_Task directions:_ Work through the entries below and show every line in which "roads" is found.
..............................
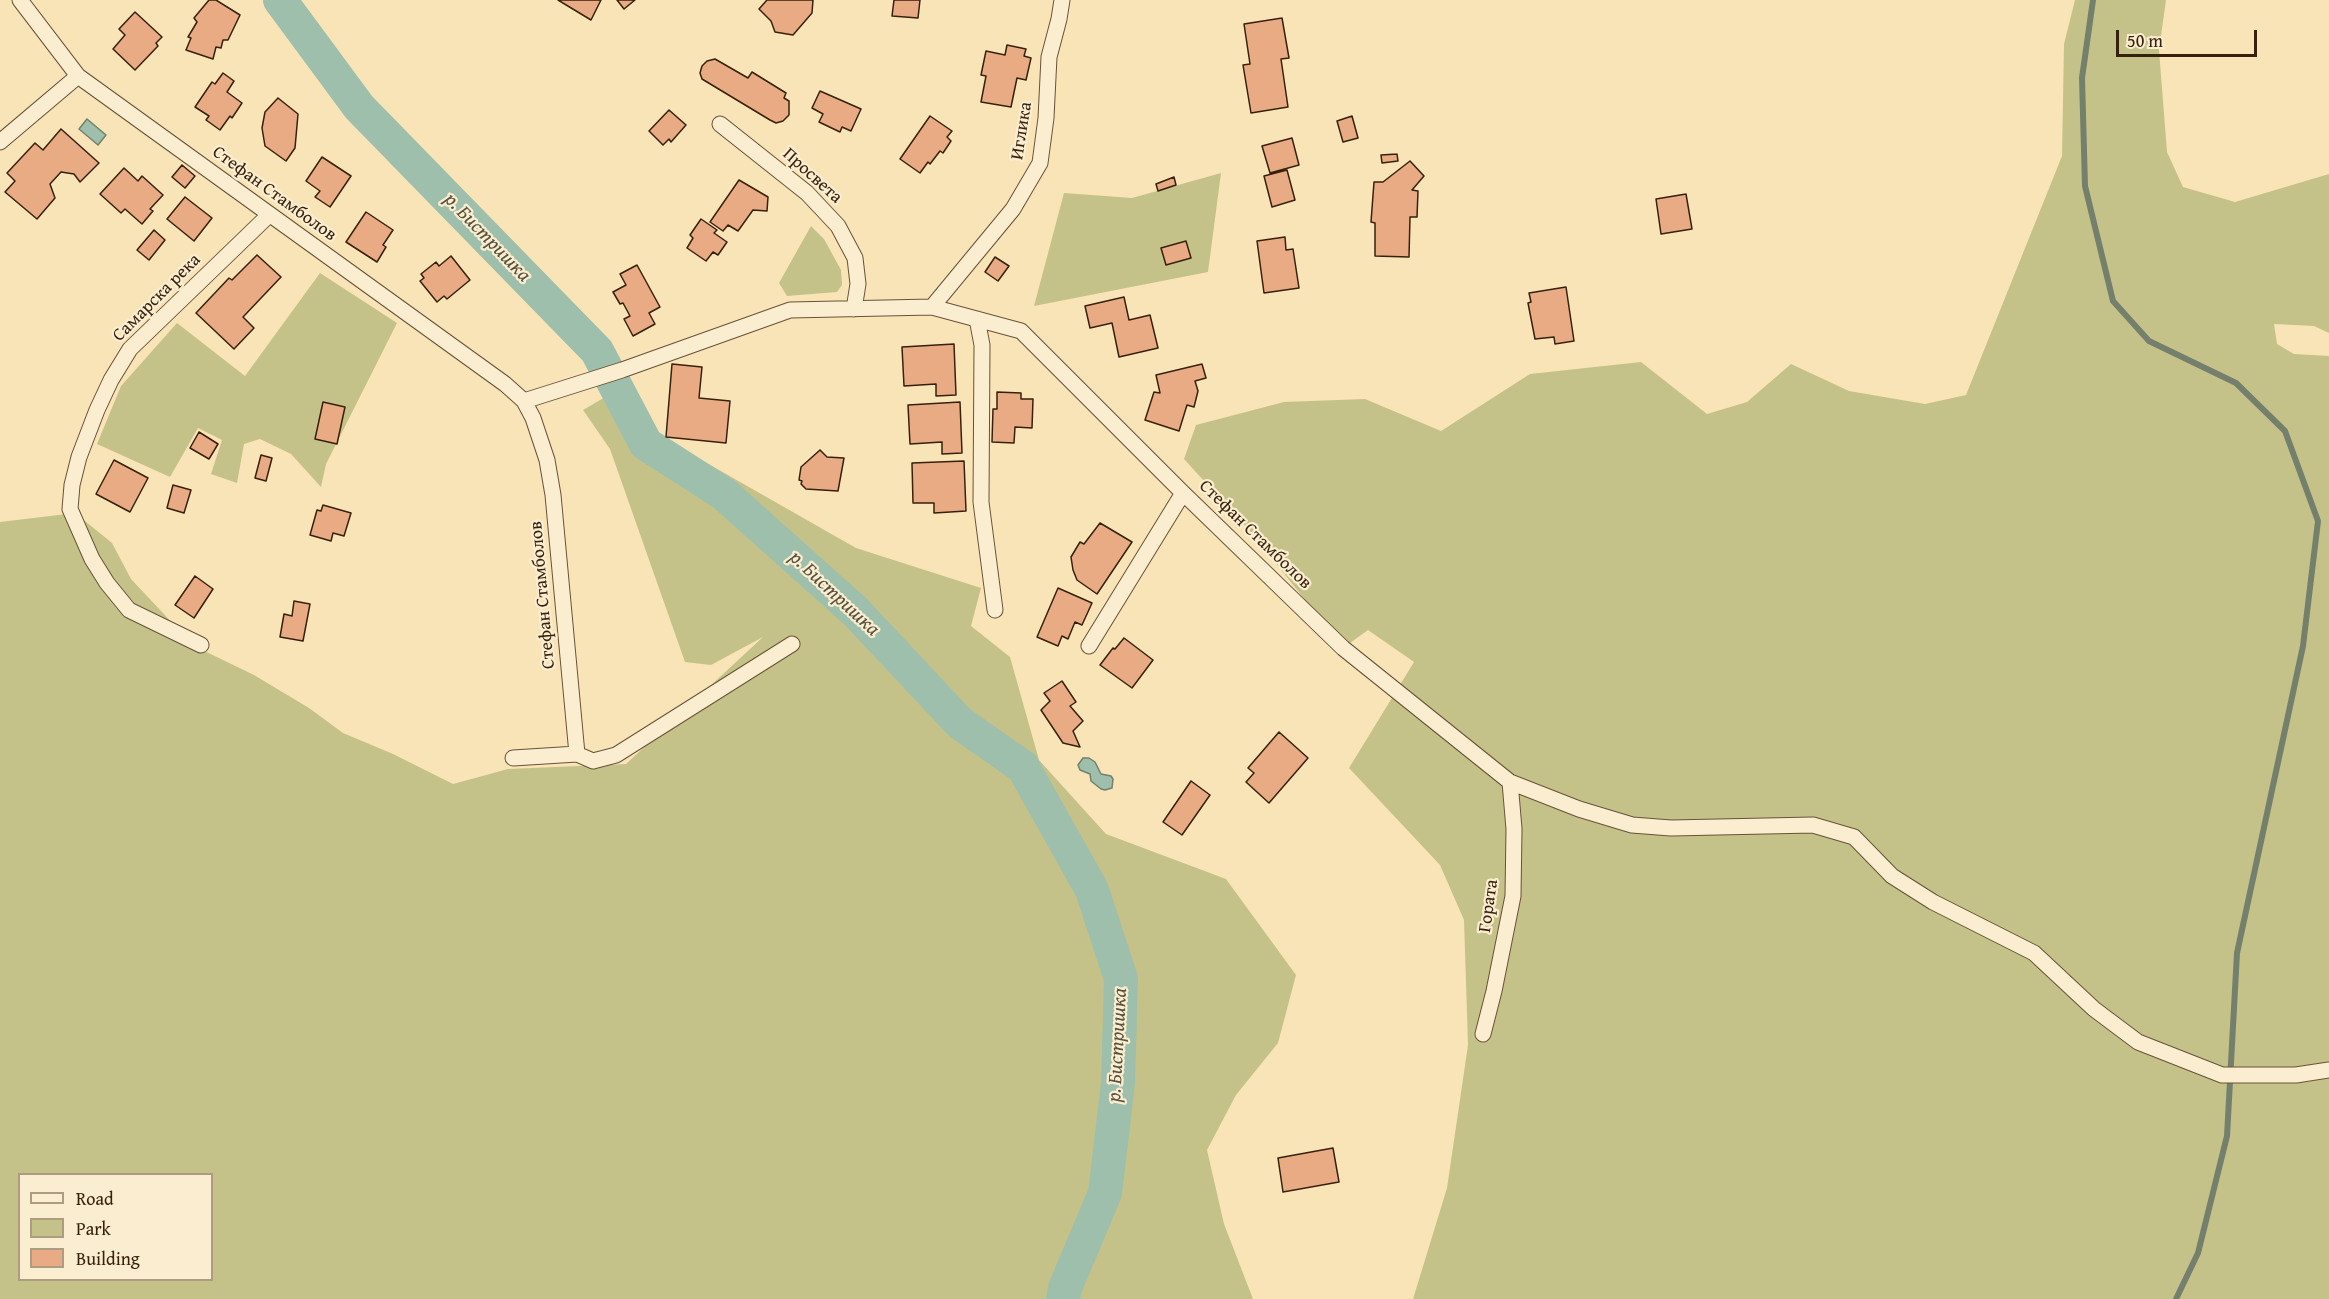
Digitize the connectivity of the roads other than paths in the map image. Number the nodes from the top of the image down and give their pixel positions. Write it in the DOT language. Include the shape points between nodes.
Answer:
graph roads {
  1 [pos="20,0"];
  2 [pos="1062,0"];
  3 [pos="78,76"];
  4 [pos="720,124"];
  5 [pos="0,142"];
  6 [pos="269,215"];
  7 [pos="932,307"];
  8 [pos="854,309"];
  9 [pos="977,319"];
  10 [pos="524,401"];
  11 [pos="1183,493"];
  12 [pos="995,610"];
  13 [pos="792,644"];
  14 [pos="201,645"];
  15 [pos="1089,646"];
  16 [pos="577,754"];
  17 [pos="513,758"];
  18 [pos="1510,782"];
  19 [pos="1483,1034"];
  20 [pos="2329,1070"];
  1 -- 3 [label="street, Стефан Стамболов"];
  2 -- 7 [label="street, Иглика" via="1049,57 1040,163 1013,209"];
  3 -- 5 [label="street"];
  3 -- 6 [label="street, Стефан Стамболов"];
  4 -- 8 [label="street, Просвета" via="807,193 838,226 855,258 858,284"];
  6 -- 10 [label="street, Стефан Стамболов"];
  6 -- 14 [label="street, Самарска река" via="130,349 93,421 72,485 70,509 107,583 129,610"];
  7 -- 8 [label="street, Стефан Стамболов"];
  7 -- 9 [label="street, Стефан Стамболов"];
  8 -- 10 [label="street, Стефан Стамболов" via="790,310"];
  9 -- 11 [label="street, Стефан Стамболов" via="1021,331"];
  9 -- 12 [label="street" via="982,345 981,502"];
  10 -- 16 [label="street, Стефан Стамболов" via="547,460 553,495"];
  11 -- 15 [label="street"];
  11 -- 18 [label="street, Стефан Стамболов" via="1343,648"];
  13 -- 16 [label="street" via="616,755 592,761"];
  16 -- 17 [label="street"];
  18 -- 19 [label="street, Гората" via="1513,896"];
  18 -- 20 [label="street, Стефан Стамболов" via="1632,825 1813,825 1854,837 1892,876 2034,953 2094,1009 2138,1042 2222,1076 2296,1075"];
}
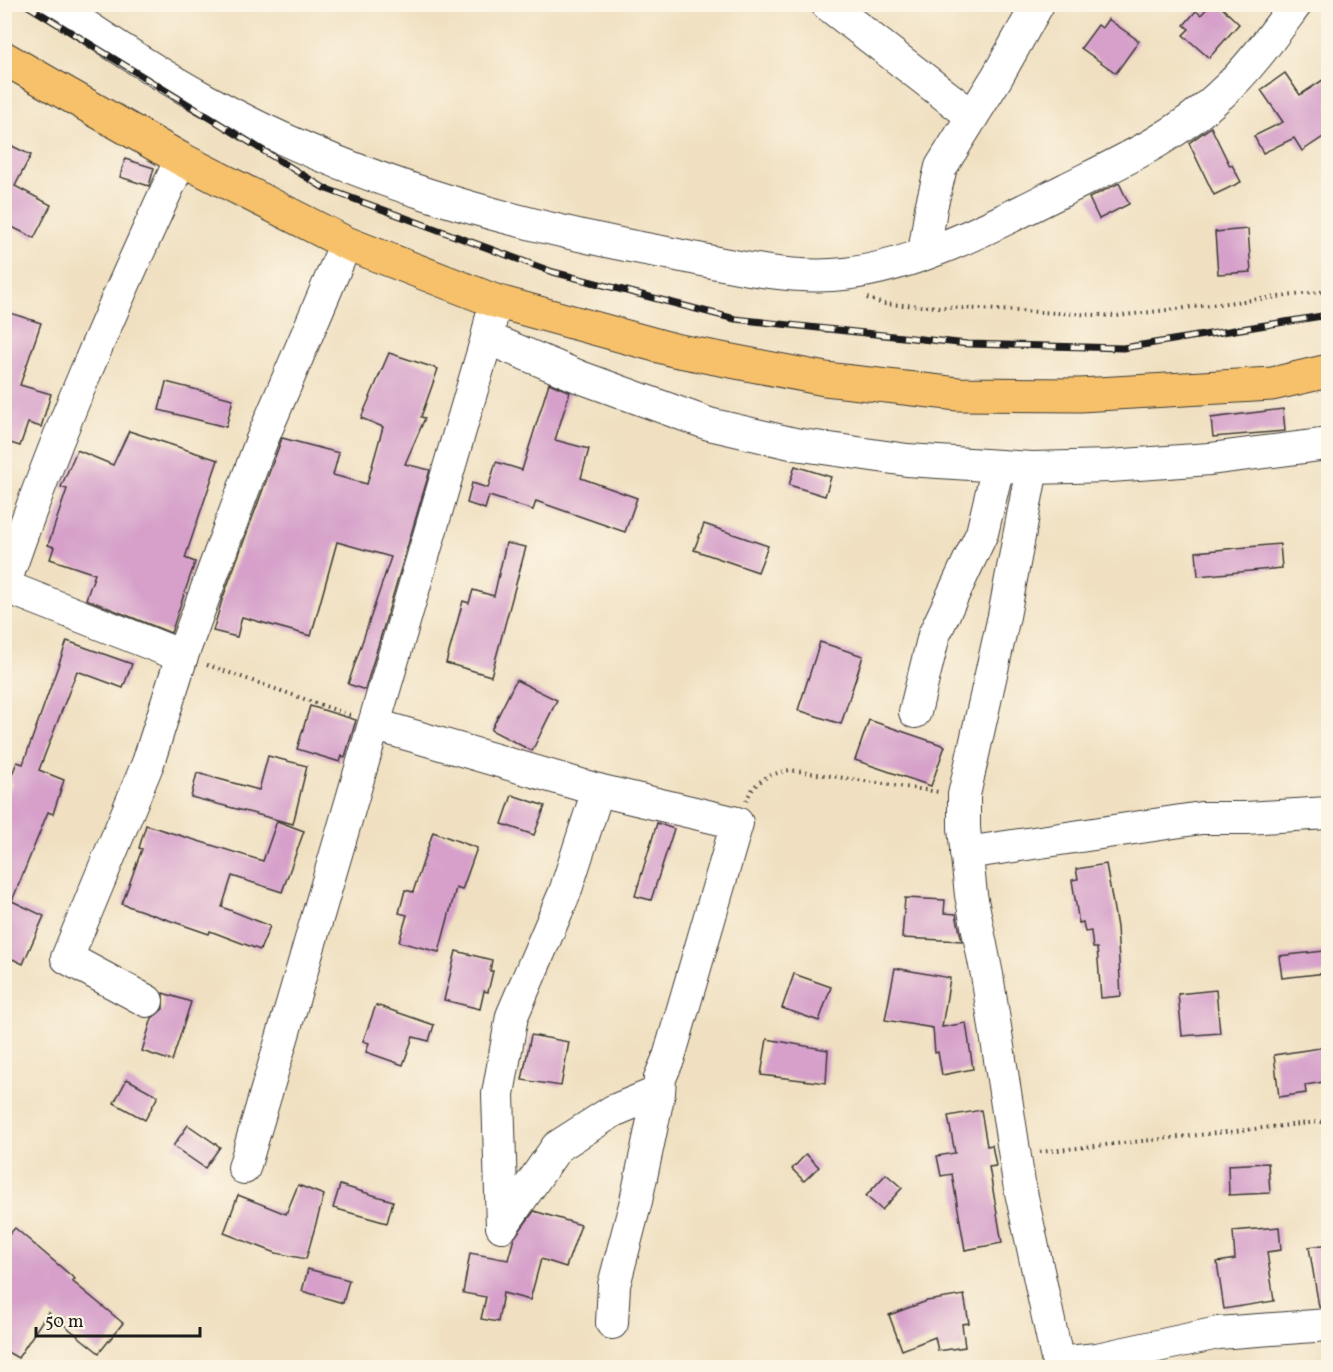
..............................
_Answer section:_
Digitize the connectivity of the roads other than paths in the map image. Number the nodes from the top of the image down and give their pixel positions. Write it in the DOT language. Include the shape points between nodes.
graph roads {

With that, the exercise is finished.